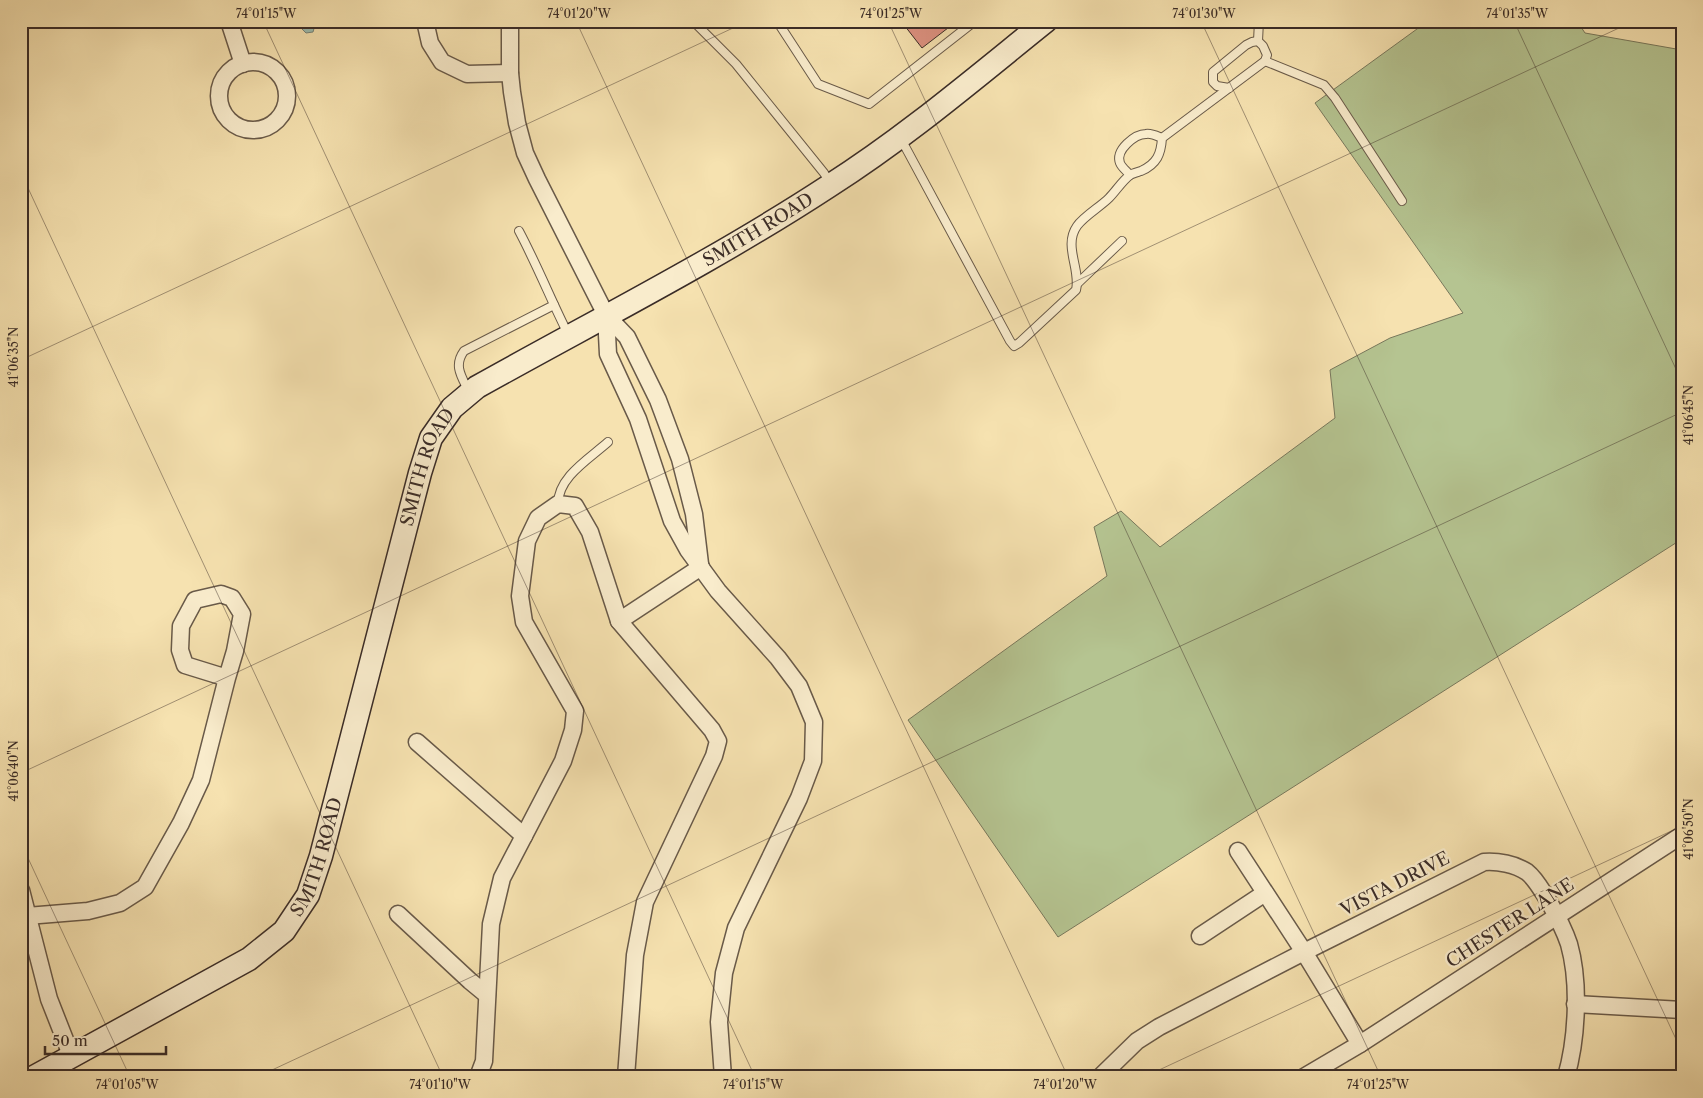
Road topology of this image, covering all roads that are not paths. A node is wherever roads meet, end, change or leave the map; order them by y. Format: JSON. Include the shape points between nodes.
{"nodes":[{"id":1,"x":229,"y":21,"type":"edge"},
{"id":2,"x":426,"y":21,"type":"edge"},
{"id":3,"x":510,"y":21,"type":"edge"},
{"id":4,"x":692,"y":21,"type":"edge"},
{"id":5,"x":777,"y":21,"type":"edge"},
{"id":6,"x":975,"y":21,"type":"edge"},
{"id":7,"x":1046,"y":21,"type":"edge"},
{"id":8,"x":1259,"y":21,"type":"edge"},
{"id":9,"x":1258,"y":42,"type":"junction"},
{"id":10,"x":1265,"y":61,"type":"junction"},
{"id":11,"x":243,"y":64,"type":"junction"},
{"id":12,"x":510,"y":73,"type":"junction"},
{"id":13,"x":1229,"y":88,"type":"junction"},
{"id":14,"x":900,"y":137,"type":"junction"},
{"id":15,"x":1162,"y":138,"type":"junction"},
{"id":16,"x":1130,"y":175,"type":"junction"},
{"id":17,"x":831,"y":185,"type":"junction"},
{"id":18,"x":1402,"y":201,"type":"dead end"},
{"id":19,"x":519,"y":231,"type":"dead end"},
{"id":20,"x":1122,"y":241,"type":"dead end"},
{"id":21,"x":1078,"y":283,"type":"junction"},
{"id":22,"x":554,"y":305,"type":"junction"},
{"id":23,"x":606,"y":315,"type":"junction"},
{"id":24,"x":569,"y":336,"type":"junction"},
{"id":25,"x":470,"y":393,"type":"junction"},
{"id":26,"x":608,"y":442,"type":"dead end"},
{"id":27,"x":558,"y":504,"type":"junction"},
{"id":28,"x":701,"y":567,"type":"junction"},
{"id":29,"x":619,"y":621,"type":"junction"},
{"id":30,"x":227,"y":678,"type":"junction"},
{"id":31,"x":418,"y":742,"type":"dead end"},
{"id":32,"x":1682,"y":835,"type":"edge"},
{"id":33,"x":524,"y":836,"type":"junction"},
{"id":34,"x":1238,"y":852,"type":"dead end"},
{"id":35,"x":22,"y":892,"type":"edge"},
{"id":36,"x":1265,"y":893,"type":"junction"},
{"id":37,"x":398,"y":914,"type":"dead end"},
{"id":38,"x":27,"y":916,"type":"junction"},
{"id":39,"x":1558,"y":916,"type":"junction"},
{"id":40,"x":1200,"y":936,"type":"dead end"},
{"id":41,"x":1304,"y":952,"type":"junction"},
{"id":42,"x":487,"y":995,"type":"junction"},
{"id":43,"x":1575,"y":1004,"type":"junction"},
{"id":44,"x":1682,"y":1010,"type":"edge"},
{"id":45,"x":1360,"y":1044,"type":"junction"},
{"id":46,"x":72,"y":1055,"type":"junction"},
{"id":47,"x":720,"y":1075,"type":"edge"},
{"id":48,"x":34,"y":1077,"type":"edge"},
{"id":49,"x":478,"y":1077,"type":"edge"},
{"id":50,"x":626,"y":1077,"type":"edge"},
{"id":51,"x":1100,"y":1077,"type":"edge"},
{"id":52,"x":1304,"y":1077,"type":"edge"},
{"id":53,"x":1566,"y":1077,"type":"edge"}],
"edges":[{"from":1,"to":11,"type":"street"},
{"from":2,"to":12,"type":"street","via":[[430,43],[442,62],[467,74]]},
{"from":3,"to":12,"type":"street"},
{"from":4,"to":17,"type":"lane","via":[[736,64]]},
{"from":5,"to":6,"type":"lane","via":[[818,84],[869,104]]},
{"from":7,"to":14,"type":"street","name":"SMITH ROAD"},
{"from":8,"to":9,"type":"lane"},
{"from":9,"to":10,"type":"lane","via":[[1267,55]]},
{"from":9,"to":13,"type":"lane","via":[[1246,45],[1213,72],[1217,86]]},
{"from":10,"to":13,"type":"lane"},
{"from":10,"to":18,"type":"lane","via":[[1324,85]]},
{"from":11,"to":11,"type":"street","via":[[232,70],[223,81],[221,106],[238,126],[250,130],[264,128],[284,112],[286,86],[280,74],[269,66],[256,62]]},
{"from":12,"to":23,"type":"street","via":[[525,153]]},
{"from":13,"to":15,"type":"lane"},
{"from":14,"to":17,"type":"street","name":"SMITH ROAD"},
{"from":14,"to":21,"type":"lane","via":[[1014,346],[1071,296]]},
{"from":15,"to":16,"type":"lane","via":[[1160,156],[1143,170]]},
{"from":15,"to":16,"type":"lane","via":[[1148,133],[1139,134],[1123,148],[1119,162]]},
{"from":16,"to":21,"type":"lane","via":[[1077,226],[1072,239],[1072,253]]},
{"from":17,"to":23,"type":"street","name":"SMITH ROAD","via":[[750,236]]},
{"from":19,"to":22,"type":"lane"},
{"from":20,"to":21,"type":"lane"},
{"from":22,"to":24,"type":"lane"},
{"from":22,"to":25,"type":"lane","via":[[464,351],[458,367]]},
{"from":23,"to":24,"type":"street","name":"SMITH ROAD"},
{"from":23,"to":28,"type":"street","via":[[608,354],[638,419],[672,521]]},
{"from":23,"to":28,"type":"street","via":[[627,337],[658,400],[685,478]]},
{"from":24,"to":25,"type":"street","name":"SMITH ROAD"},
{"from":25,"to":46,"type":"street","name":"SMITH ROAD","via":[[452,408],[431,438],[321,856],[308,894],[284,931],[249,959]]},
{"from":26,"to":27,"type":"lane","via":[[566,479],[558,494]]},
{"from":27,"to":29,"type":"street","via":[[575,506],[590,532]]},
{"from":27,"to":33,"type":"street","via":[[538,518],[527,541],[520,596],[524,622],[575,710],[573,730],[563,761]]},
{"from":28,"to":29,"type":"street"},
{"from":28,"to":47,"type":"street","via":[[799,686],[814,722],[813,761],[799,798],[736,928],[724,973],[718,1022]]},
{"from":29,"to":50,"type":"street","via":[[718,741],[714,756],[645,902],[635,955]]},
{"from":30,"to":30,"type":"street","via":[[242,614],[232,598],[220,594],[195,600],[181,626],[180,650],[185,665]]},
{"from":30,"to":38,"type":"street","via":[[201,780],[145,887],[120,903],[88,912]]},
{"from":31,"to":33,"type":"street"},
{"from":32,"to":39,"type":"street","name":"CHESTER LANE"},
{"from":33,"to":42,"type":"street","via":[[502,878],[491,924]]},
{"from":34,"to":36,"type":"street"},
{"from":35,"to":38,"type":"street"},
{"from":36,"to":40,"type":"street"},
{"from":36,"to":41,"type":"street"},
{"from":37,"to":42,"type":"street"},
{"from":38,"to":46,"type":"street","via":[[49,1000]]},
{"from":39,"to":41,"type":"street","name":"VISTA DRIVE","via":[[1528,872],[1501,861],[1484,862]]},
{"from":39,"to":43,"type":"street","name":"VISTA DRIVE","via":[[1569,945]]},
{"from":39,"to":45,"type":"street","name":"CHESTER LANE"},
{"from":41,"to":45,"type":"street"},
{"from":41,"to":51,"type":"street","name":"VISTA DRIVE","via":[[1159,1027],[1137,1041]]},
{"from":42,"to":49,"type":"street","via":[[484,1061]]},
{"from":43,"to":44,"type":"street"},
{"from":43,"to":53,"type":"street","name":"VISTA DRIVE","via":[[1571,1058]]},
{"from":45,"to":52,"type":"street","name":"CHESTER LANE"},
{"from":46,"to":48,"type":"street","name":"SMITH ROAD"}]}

==================================================

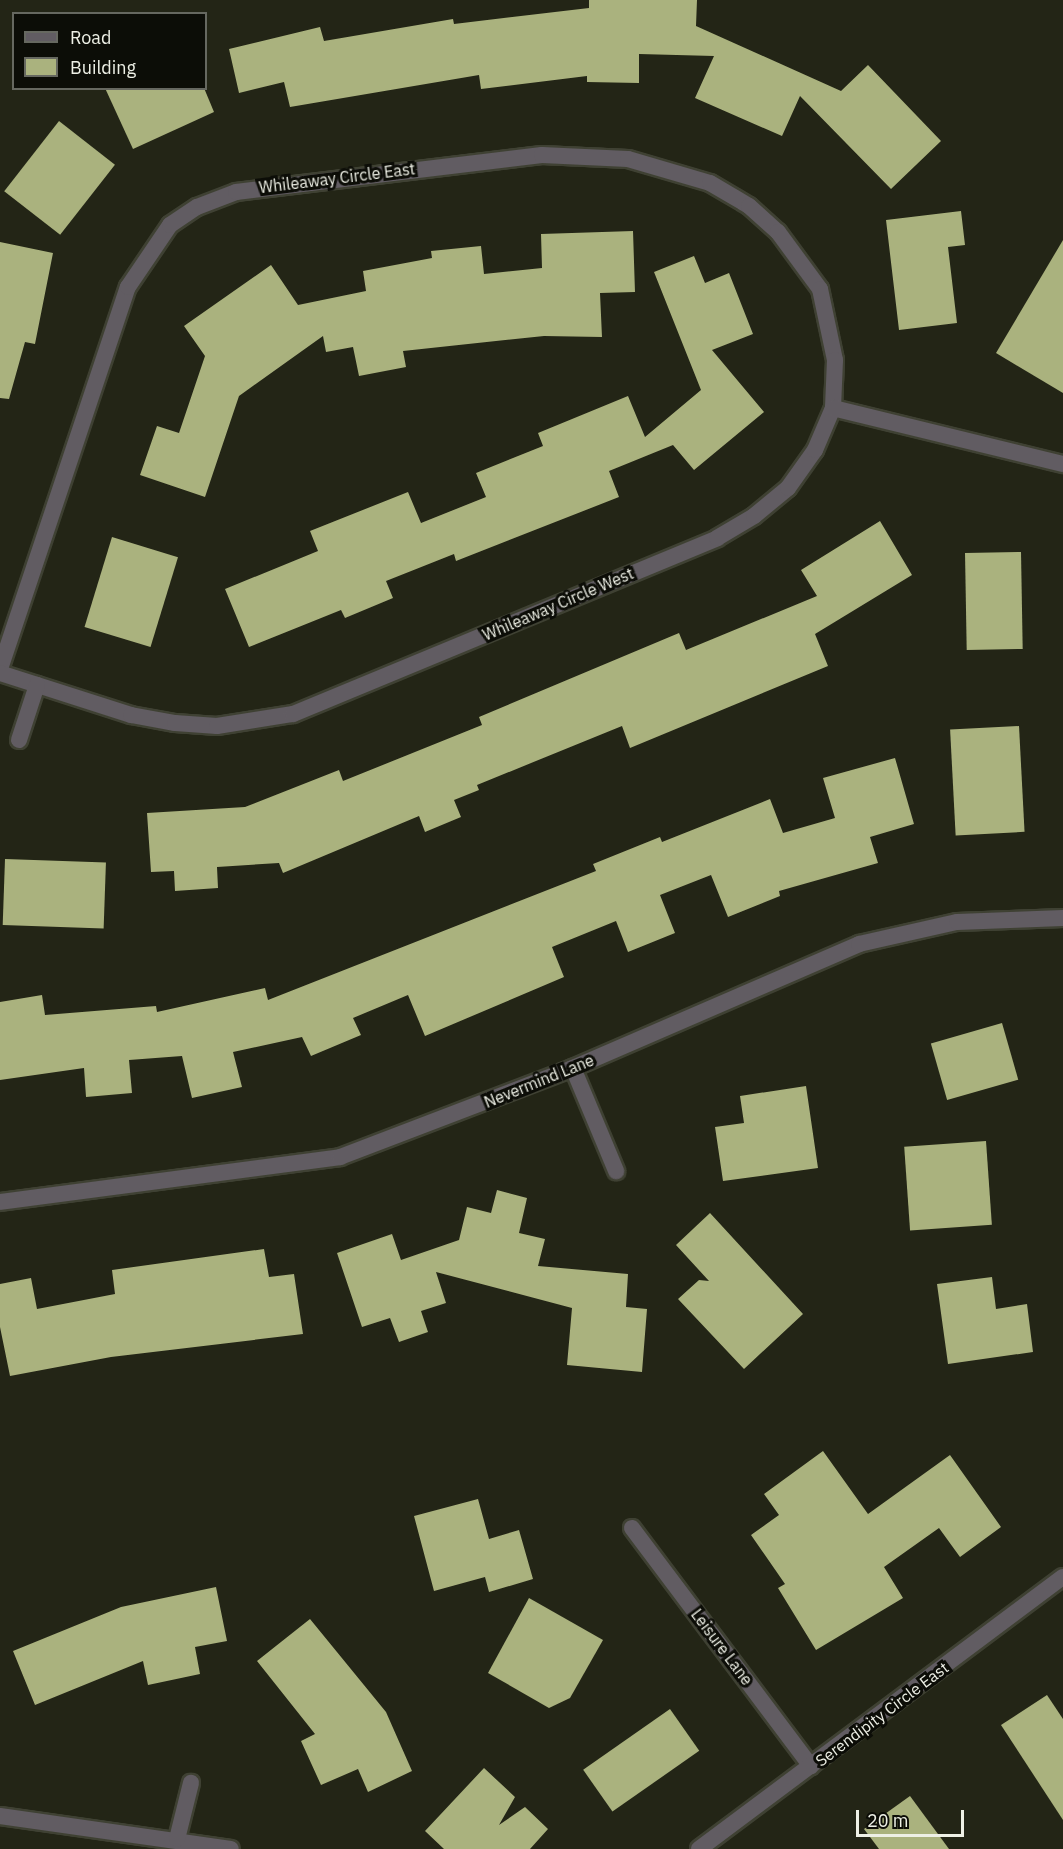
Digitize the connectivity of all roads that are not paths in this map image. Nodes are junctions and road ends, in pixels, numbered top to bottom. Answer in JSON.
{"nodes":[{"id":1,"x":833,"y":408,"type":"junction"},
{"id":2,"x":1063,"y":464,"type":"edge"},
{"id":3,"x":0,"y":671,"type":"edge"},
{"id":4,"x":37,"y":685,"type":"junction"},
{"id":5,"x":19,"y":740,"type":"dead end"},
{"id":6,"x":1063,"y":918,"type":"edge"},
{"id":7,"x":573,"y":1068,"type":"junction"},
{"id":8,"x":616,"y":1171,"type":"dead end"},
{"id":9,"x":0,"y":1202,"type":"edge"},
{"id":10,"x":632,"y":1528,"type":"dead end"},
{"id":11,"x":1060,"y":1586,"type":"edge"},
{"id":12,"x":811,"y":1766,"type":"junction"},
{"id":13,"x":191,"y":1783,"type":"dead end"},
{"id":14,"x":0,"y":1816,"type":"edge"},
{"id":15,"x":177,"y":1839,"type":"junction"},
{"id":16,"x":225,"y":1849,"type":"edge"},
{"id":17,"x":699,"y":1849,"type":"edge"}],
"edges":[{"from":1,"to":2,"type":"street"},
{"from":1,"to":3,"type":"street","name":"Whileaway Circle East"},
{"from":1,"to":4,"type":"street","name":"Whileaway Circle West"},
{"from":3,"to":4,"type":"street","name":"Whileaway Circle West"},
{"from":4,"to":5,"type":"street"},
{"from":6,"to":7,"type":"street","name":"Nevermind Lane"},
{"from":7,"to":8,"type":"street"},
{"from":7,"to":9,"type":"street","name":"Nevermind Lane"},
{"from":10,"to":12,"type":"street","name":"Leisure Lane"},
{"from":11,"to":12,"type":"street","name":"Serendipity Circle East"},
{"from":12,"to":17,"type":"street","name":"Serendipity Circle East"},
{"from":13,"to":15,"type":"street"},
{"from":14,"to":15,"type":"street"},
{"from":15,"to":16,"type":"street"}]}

==================================================

In how many lines of the records does the word "edges" appear? Answer with the number only.

- _Solution for this problem_:
2